> Provided material:
══════

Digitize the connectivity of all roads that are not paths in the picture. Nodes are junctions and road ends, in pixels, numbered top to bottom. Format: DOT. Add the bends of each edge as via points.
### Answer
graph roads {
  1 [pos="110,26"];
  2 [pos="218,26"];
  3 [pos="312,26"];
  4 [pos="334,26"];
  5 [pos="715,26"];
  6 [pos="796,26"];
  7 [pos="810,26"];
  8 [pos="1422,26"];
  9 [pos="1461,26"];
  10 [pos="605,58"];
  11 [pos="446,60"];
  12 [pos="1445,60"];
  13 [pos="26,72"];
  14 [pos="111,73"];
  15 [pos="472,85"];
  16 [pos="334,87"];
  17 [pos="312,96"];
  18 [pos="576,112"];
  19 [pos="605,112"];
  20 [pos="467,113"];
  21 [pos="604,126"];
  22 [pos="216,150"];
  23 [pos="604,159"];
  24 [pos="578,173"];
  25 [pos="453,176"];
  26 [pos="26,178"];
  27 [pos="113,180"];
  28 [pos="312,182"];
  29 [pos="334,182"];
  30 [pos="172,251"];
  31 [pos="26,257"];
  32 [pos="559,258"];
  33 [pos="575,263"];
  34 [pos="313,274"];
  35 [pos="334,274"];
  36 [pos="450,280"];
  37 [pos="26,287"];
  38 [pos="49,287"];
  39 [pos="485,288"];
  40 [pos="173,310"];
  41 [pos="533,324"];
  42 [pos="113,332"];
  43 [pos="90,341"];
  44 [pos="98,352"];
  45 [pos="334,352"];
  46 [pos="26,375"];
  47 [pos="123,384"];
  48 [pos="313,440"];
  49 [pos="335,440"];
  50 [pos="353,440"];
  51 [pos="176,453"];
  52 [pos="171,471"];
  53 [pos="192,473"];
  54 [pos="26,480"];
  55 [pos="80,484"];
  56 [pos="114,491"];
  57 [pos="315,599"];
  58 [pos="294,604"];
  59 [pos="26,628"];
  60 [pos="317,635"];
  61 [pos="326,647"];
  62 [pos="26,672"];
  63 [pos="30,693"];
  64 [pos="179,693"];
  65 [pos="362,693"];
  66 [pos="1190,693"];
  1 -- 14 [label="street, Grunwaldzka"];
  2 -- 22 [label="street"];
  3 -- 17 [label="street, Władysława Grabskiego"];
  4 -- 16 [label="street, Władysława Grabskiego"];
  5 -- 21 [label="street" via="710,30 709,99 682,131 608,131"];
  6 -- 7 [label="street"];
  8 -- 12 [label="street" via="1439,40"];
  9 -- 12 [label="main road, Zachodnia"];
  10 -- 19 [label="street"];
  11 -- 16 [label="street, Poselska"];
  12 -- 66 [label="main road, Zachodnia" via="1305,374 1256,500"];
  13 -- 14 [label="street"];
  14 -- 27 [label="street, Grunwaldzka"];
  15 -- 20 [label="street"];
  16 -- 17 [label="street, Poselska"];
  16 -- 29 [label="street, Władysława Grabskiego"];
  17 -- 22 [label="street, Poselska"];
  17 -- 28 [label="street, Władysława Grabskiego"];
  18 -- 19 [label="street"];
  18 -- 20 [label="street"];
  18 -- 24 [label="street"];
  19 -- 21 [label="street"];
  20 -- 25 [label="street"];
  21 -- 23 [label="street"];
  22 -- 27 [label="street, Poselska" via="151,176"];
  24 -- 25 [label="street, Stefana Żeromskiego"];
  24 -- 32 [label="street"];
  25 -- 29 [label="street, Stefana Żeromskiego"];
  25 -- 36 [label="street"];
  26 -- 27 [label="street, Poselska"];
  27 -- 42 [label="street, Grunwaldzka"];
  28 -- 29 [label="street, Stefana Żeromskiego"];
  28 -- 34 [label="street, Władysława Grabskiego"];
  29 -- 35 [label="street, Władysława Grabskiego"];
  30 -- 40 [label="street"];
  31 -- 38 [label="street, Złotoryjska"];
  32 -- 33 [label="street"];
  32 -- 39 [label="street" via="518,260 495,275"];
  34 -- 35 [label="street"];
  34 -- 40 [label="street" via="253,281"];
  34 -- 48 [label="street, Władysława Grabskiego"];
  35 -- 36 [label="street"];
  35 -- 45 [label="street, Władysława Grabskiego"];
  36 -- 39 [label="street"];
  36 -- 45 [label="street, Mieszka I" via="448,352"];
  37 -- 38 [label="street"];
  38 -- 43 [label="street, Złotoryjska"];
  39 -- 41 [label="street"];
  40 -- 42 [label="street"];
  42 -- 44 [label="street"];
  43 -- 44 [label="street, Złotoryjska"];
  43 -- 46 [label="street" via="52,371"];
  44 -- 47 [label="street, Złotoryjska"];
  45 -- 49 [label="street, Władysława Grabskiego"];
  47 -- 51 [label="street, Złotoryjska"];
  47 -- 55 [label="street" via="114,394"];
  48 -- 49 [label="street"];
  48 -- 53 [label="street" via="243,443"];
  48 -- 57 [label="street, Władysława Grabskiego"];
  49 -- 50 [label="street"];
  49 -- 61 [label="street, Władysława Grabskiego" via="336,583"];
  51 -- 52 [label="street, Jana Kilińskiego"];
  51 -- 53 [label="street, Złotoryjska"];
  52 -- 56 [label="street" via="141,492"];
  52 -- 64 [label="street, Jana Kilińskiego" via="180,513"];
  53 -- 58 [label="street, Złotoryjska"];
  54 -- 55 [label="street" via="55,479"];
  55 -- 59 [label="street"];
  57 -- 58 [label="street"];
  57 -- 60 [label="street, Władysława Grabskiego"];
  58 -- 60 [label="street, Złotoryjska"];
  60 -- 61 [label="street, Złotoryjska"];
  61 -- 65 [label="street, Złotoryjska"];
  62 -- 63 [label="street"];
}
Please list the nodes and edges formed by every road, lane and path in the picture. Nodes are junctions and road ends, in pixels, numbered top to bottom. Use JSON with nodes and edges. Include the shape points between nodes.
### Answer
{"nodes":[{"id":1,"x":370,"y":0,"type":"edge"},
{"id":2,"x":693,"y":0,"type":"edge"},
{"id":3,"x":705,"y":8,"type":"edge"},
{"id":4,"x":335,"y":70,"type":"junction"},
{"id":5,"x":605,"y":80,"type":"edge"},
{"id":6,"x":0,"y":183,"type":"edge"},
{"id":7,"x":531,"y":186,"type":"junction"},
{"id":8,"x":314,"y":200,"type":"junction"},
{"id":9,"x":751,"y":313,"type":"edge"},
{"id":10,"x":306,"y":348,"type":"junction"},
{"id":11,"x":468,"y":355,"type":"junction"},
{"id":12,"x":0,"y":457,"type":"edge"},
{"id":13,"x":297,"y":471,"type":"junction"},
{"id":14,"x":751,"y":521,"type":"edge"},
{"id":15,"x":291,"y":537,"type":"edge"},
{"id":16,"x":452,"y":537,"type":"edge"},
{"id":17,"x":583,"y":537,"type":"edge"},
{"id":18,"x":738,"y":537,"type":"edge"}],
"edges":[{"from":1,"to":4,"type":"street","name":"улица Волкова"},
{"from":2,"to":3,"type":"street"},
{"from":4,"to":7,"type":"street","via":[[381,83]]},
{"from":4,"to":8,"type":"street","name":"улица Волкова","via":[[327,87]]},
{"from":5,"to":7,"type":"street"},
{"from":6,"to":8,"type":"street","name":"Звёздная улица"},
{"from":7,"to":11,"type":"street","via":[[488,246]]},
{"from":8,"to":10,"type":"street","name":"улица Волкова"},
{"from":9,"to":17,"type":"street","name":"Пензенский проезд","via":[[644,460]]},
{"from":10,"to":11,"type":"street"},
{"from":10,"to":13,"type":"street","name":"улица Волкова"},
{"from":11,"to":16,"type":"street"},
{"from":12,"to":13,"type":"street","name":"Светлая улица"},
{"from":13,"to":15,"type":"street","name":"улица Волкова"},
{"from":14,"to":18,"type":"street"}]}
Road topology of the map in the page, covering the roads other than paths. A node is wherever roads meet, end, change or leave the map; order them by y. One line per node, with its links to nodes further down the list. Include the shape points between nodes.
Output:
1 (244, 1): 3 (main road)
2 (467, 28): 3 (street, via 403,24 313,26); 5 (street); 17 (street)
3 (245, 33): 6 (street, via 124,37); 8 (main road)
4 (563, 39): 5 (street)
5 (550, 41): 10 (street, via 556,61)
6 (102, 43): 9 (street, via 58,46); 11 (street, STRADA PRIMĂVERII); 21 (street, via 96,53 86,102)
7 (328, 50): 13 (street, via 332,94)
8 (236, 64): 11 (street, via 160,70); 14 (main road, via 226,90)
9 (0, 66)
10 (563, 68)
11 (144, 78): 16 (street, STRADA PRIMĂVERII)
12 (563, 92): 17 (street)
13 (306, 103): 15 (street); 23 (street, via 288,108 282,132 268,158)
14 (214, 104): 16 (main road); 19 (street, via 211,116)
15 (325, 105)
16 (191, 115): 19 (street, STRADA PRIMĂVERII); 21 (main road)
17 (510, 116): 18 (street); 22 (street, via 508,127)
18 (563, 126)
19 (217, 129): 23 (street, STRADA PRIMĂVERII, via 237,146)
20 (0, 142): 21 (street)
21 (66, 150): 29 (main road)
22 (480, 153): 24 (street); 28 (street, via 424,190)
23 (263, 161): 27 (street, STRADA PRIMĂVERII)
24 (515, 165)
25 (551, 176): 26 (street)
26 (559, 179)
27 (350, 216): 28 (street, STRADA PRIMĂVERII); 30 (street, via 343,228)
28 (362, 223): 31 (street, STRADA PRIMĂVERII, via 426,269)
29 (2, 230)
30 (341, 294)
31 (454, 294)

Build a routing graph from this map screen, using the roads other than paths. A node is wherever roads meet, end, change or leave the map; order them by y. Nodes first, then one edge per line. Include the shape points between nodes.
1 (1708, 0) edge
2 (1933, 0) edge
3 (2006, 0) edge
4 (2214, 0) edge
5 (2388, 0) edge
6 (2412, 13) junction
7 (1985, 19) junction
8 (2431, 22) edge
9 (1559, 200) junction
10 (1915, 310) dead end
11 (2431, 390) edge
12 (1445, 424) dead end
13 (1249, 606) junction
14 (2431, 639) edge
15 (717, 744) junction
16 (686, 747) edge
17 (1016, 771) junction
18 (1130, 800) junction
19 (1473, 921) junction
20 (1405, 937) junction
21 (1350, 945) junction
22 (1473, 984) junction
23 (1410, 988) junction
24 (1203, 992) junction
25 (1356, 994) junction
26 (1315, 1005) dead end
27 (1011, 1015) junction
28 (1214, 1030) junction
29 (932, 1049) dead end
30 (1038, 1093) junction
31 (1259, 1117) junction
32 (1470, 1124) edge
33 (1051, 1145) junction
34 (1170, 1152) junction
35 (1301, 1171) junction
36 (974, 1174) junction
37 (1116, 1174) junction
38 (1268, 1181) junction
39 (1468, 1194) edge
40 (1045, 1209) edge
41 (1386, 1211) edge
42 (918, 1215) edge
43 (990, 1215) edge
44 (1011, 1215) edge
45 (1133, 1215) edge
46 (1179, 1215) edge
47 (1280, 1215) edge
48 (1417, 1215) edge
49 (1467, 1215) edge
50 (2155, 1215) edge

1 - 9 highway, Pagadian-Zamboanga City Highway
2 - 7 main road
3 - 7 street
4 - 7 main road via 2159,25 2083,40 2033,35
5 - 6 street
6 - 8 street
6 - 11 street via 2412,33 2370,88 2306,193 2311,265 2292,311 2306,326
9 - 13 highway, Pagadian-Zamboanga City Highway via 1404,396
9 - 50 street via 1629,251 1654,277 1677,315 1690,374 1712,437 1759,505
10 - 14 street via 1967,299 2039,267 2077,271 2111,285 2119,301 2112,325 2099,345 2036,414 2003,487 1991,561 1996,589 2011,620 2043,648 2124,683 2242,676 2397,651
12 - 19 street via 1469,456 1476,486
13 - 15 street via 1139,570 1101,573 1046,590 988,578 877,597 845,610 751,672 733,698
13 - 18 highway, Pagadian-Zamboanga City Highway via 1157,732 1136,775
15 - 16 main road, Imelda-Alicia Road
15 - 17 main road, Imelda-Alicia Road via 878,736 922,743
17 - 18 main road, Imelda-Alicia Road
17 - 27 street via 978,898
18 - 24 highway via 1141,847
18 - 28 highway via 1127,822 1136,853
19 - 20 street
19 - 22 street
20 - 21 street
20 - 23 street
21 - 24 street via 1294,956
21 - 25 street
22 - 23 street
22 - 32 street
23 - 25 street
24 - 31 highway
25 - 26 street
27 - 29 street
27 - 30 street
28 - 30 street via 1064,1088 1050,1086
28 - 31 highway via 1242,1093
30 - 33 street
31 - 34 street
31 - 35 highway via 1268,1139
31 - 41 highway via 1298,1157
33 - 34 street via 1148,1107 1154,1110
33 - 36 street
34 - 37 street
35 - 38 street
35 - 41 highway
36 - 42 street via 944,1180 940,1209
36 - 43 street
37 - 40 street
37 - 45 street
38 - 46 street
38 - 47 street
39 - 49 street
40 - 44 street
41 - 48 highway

══════

> Work to complete: Provide the count of lines above containing "name", without any added words.

> Written answer: 8